The Progressive Gospel

In his talk in the final session of the April general conference, Elder Jeffrey R. Holland said this:

Obviously as the path of discipleship ascends, that trail gets ever more narrow until we come to that knee-buckling pinnacle of the sermon of which Elder Christofferson just spoke: “Be ye therefore perfect, even as your Father which is in heaven is perfect.” What was gentle in the lowlands of initial loyalty becomes deeply strenuous and very demanding at the summit of true discipleship.

Elder Holland referenced the Sermon on the Mount (see Matthew 5-7), speaking of the gentle blessings of the beatitudes and the more demanding higher law of avoiding lust, not just adultery, of avoiding anger, not just murder.

There are those who claim that our standing with God is dependent only upon an attitude or a one-time confession of faith. While I agree that I cannot pave my own way to heaven with my good works, I also acknowledge that the Sermon on the Mount requires my effort to live as Jesus would have me live.

That way of living spans from my relationships with others (friends and foes alike) to my innermost thoughts to my treatment of the poor to my relationship to God.

A growth in the gospel leads, according to Elder Holland, to an increasingly steeper path.
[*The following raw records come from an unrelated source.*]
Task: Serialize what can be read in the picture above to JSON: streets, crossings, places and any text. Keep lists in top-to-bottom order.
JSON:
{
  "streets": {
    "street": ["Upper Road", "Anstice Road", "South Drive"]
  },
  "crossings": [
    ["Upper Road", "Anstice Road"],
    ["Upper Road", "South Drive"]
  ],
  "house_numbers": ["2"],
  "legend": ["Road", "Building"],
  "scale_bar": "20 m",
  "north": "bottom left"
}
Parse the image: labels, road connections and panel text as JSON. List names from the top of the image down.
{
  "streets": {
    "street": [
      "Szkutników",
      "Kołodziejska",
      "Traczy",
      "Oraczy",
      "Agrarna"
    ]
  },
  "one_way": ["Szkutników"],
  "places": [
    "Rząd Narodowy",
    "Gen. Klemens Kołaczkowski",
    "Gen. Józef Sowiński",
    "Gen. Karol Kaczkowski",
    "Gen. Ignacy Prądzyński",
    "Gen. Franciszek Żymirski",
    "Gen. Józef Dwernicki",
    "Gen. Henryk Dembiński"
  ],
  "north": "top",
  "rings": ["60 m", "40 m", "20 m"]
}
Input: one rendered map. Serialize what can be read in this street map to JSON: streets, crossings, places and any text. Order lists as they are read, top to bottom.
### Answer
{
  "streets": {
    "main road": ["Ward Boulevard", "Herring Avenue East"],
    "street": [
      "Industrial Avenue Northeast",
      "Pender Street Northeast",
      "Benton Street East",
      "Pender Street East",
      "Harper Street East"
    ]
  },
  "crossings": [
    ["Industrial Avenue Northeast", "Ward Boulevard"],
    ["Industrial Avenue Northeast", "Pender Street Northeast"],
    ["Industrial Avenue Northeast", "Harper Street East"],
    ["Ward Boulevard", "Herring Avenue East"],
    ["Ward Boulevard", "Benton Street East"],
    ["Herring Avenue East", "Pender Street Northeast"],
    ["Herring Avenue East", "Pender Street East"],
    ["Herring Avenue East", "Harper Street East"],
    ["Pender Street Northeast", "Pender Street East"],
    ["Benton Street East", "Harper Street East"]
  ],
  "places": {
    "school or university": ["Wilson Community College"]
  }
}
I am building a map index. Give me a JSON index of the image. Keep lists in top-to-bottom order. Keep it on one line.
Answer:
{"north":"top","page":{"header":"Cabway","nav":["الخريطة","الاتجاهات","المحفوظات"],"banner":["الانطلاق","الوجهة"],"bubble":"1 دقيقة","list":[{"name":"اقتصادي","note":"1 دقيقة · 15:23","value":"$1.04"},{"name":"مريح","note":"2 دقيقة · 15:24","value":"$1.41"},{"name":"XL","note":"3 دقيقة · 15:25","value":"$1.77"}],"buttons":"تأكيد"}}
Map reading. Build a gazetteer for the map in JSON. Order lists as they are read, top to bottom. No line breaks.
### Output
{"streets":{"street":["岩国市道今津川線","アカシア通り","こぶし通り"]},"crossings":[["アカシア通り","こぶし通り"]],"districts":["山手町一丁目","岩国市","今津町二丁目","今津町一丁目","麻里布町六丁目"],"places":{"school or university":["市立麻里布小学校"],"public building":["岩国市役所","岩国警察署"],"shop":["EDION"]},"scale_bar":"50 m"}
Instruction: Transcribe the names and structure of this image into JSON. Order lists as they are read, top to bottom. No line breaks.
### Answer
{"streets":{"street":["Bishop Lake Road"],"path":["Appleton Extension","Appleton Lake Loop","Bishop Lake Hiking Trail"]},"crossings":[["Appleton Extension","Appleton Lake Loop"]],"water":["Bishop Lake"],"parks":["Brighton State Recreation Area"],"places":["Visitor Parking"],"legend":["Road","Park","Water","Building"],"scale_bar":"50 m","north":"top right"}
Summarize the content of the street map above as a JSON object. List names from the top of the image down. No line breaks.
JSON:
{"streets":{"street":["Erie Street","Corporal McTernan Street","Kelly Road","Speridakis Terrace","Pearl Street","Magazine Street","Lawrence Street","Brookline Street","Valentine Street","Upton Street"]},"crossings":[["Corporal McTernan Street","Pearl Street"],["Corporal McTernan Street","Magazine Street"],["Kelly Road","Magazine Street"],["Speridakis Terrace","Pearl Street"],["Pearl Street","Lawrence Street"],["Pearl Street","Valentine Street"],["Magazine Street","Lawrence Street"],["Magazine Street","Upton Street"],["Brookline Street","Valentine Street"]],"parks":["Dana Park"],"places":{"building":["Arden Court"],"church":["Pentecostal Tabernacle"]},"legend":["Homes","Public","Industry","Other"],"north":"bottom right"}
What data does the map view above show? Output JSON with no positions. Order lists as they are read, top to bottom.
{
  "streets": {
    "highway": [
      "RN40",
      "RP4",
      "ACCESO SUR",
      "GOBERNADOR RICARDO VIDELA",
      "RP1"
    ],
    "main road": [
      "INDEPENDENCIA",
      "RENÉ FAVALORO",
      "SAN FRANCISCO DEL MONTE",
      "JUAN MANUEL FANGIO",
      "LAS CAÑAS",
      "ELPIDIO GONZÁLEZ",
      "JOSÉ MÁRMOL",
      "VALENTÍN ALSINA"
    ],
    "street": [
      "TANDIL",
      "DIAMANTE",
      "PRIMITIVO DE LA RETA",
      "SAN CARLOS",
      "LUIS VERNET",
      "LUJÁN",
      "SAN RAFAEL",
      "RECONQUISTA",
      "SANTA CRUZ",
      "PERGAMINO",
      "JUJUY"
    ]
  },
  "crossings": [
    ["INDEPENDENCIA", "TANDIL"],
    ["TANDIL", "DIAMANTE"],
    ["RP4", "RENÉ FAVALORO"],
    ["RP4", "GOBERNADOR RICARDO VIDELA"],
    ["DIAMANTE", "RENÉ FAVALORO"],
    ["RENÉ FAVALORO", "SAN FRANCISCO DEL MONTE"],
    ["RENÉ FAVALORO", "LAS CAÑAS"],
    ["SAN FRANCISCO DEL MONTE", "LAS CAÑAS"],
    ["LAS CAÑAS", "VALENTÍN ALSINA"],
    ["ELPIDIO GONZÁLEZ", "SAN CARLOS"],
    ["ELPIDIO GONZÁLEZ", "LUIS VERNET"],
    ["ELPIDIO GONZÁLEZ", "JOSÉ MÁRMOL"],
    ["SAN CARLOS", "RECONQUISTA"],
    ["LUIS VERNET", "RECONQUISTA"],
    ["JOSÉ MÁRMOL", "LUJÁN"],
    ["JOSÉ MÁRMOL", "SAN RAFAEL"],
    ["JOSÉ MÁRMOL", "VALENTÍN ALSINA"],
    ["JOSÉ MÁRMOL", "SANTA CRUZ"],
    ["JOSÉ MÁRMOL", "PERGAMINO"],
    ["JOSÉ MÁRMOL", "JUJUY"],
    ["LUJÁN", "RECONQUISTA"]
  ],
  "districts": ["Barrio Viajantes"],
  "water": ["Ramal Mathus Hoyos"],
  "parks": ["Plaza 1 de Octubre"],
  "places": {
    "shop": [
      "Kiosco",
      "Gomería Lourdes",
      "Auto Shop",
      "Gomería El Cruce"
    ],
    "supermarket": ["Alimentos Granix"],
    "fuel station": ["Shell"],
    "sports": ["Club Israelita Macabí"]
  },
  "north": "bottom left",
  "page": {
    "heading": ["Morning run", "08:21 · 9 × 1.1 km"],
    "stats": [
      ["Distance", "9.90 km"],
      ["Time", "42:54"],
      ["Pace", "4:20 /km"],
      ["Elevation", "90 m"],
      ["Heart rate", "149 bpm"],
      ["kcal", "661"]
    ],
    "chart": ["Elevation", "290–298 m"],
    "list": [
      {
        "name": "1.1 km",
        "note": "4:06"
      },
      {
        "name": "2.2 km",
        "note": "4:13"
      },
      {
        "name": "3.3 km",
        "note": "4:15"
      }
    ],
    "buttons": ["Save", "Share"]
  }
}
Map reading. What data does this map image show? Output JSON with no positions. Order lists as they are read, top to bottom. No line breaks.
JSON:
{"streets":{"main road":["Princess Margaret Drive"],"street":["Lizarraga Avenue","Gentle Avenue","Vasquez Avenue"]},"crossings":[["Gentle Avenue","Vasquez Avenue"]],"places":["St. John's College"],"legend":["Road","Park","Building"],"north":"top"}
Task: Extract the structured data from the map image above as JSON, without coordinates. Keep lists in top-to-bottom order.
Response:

That’s no surprise to me. A growth in testimony leads to clearer understanding of what I don’t understand as much as what I do. A progression in the covenants and saving ordinances of the gospel leads me to increasingly poignant commitments with the Lord. And an increase in understanding leads me to greater responsibility for what I understand.

Fortunately the Lord provides iron rods and liahonas along the way. I may search the scriptures, learn from the living prophets and seek my own answers through prayer. But the fact is, I must search. learn and seek. I cannot simply rest on some plateau, satisfied that I’ve traveled far enough.

And I must also remember that I cannot save myself. My only choice is to rely upon the merits of Christ, who is the author and the finisher of my faith (see Moroni 6:4).


  1. Very nice thoughts, Paul. Elder Holland's description helps remind us that cheap grace isn't the Mormon view of salvation, but I'm not sure I agree with the idea that the path gets narrower and steeper. Spiritual elitism isn't the only alternative to cheap grace.

  2. As for the path, we know it is narrow and straight.

    Chapter 5 of the Sermon on the Mount does support Elder Holland's imagery, and my own experience is that the more I learn, the more I realize I have to do...not in an "earn my way to heaven" kind of way as in ticking boxes, but in a "this" is the path the Savior has given me and I understand it better.

  3. Dave,

    Can I ask specifically -- would you characterize what I have described in my OP -- or what Elder Holland did in his talk -- as spiritual elitism? Why?

  4. There is no stand still in our progression. We are either incerasing or decreasing. As you said one "cannot simply rest on some plateau." If we halt our progression then we will lose what we have gained.

  5. Zo-ma-rah,

    Your comment reminded me of a talk President Kimball gave late in his presidency. I think it was called "Give Me This Mountain," and was about just what you've said -- that we need to keep moving forward.